Any discussion of idealism as an intrinsic motivator is meaningless and unrealistic, though, unless it includes an acknowledgment of the enormous elephant(s) in the room: activist burnout and educator burnout. Both professional educators (skeptics or otherwise) and skeptical activists often find that their passion is a double-edged sword, one that motivates and inspires the hard work that transforms their ideals into reality, but that also can (and often does) lead to feeling so overworked and overwhelmed that burnout is all-but-inevitable.

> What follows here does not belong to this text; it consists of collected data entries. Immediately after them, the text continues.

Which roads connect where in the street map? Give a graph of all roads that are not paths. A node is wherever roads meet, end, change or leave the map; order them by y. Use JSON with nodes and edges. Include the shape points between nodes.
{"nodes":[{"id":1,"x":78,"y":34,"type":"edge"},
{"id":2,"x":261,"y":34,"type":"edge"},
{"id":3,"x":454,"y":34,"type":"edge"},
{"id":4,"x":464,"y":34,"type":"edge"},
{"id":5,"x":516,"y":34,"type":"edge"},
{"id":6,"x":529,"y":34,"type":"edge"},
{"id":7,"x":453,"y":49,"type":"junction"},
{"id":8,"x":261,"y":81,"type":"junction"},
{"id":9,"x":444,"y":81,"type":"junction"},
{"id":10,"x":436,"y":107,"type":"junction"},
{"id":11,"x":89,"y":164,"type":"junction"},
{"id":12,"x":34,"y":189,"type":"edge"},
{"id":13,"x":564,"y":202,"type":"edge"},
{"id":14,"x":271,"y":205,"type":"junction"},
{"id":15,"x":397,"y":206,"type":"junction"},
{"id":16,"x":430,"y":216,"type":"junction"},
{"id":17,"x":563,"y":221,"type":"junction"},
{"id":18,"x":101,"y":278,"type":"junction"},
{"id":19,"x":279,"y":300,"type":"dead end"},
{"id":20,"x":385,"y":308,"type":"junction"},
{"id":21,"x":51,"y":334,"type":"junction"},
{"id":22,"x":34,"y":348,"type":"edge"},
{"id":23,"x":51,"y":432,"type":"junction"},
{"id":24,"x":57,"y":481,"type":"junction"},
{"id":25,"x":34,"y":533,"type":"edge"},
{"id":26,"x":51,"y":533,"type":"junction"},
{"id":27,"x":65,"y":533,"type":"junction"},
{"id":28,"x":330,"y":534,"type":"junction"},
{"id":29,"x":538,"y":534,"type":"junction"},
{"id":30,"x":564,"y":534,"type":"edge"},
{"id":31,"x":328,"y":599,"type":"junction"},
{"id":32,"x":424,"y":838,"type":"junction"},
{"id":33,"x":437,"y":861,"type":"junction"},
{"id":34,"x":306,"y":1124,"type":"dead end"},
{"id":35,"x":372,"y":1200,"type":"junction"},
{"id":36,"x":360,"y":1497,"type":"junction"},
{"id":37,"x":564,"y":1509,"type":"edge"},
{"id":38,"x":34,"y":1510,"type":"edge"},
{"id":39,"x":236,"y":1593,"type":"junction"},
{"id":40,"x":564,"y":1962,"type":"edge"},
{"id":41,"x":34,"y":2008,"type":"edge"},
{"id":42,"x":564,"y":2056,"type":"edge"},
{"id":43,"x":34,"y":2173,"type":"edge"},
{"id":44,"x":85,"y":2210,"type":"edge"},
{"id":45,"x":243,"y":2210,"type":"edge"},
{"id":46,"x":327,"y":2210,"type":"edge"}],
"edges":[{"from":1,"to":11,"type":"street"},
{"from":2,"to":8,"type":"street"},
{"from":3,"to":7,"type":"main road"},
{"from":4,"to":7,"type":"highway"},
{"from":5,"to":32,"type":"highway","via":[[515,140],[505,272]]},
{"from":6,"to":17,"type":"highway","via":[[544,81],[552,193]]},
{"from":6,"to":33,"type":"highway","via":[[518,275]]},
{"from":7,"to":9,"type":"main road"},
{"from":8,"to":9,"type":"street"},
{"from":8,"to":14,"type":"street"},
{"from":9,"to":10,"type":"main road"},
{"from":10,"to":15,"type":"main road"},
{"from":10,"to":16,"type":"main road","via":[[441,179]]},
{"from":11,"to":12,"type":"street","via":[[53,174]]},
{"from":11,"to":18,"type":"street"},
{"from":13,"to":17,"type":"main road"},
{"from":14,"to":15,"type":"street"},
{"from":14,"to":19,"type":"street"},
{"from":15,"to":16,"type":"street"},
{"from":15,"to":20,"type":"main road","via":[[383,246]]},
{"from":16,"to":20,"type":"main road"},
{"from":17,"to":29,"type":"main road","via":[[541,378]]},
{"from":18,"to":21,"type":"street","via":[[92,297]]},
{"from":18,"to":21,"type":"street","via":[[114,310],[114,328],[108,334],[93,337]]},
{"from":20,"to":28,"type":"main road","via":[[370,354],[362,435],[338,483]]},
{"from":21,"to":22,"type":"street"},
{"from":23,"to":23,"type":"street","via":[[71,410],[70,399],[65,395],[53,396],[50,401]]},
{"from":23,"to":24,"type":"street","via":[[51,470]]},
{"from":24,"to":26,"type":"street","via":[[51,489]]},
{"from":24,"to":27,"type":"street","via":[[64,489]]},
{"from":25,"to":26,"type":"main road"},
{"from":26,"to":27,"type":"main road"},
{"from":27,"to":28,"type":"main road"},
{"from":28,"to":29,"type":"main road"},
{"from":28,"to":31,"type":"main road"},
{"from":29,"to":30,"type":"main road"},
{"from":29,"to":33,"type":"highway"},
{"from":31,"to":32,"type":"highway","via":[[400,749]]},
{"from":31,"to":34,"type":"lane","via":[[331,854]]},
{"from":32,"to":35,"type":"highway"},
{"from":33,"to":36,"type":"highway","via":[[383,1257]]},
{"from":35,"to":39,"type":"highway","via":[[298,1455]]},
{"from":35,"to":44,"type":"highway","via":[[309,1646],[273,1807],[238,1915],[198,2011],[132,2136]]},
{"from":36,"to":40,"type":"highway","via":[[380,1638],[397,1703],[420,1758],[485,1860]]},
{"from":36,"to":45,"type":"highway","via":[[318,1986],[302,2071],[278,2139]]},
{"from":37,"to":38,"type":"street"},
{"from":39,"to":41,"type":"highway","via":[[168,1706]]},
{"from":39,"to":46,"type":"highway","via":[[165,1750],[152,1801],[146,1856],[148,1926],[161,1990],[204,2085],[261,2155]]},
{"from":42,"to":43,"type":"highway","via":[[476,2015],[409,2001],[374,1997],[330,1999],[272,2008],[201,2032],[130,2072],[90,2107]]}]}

This burnout and the related temptation to throw in the towel are completely understandable and often happen to the most admirable and hard-working of educators and skeptical activists. Our idealism motivates us to take action, but sometimes we take on more than we can handle. And, although the promotion of critical thinking, skeptical inquiry, and evidence-based decision making cannot occur in the classroom or in any other context unless we’re willing to work hard and to “practice what we preach”, if we’re in this for the long haul and if we’re committed to education and/or skeptical activism, then taking a step back (in an attempt to either fend off or recover from burnout) can be beneficial for two reasons:

  1. It offers us a chance to prioritize and to decide where our limits and boundaries lie (which, ideally, will help prevent future burnout).
  2. It provides an opportunity to “rediscover” our idealism. Perhaps paradoxically, idealism is often both the indirect or direct cause of and the antidote to burnout. When we “rediscover” it, our idealism can once again provide the intrinsic motivation and inspiration that drives us in our roles as educators and skeptical activists.
This leads to the question: how can we combine idealism (our intrinsic motivation) and pragmatism (the hard but important work that committed educators and/or skeptical activists engage in) in this context without eventually getting burned out, becoming jaded, and/or wanting to give up altogether? In addition to the above-mentioned ideas (taking a step back, prioritizing, focusing, and setting limits), it’s also important to be realistic and to acknowledge that, no matter how hard we try, we will never be able to help everyone or remedy every problem. For example, there will always be the student we just can’t get through to, or the audience member (a blog reader, an individual with whom we engage on a social media platform, someone listening to us speak at a skeptic event, etc.) who, to our disappointment, we just can’t reach.

In other words, because our skeptical activism (of whatever sort) is driven by intrinsic motivation, burnout is all-but-inevitable. And that’s okay. It doesn’t mean that we need to give up for good. Rather, burnout, in this context, is often just a reminder that, somewhere in the midst of all of our hard work and activism, we inadvertently lost track of our idealism. Once we “rediscover” that lost idealism, we can work through and move past the burnout, and return to our roles as teachers and activists with renewed motivation and inspiration, balancing pragmatism and idealism in the way that is most beneficial to ourselves, to our fellow educators and skeptical activists, and, most importantly, to the audience (of whatever sort) that we want to inform, enlighten, and educate.

 

Miranda Celeste Hale teaches rhetoric and composition at a community college in Spokane, Washington Her research interests include the history of rhetoric, rhetorical analysis, etymology, sociolinguistics, public understanding of and engagement with the humanities, the intersection of skepticism and rhetoric/composition pedagogy, and the relationship between clear and precise writing and the effective dissemination of knowledge.